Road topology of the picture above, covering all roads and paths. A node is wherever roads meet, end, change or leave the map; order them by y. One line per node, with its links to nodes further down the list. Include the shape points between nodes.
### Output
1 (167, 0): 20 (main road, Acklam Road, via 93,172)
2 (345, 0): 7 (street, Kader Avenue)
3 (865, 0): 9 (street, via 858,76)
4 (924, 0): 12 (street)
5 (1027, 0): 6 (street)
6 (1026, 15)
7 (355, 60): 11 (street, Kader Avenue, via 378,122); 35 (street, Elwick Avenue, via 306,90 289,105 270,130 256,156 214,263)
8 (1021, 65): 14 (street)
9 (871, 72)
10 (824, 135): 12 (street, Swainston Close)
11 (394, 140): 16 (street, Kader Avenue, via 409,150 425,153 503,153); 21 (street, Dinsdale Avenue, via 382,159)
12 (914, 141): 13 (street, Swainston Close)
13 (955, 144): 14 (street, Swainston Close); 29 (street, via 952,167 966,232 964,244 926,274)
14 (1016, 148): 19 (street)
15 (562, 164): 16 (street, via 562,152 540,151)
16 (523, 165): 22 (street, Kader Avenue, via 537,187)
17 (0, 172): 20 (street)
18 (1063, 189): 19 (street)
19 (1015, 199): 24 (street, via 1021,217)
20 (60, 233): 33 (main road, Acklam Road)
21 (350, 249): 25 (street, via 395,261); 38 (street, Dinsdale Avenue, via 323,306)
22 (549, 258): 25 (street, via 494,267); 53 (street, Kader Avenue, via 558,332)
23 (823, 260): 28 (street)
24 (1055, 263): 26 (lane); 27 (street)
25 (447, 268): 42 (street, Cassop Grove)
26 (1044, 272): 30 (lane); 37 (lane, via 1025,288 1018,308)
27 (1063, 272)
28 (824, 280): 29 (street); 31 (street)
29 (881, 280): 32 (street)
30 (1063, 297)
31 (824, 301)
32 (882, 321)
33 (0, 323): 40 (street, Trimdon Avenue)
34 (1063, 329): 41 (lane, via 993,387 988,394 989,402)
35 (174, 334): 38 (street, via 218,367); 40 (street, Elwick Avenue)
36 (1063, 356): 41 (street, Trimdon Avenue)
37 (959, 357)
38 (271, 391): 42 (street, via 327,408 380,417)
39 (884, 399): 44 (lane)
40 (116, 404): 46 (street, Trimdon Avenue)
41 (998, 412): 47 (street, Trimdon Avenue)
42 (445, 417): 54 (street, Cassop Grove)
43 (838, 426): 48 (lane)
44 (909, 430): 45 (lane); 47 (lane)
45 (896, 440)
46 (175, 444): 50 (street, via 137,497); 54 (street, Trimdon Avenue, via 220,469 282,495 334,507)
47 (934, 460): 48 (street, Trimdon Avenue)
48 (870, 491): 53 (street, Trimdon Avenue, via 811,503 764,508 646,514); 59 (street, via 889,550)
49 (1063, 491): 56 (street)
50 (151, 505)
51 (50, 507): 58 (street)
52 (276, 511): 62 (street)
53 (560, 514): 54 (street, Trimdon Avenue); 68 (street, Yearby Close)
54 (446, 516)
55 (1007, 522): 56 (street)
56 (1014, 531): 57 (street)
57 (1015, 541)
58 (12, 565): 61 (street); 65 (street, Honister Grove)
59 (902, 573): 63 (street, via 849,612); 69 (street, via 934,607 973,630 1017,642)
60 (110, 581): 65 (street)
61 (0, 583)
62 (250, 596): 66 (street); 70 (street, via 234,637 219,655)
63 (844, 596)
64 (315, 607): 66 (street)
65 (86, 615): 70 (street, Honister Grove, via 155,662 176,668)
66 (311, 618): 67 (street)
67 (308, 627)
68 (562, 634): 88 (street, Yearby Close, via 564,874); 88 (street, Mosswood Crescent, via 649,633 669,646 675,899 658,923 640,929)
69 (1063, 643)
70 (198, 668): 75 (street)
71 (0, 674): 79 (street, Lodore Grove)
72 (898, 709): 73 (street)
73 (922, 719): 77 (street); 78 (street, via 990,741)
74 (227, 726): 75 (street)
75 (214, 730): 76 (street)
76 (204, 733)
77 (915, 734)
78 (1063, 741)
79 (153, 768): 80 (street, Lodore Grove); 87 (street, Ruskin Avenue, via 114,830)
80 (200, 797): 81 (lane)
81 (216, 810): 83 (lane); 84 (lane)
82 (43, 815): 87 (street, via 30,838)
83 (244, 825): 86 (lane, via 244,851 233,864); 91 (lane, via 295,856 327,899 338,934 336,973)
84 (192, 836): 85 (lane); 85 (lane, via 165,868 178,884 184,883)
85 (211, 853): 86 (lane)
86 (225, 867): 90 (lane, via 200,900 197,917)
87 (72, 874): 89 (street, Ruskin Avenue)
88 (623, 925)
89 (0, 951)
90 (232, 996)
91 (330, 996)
::::::::
PROBLEM —
Within the entries above, find every line where the string "Acklam" occurs, and copy it.

THE COMPLETED TASK —
1 (167, 0): 20 (main road, Acklam Road, via 93,172)
20 (60, 233): 33 (main road, Acklam Road)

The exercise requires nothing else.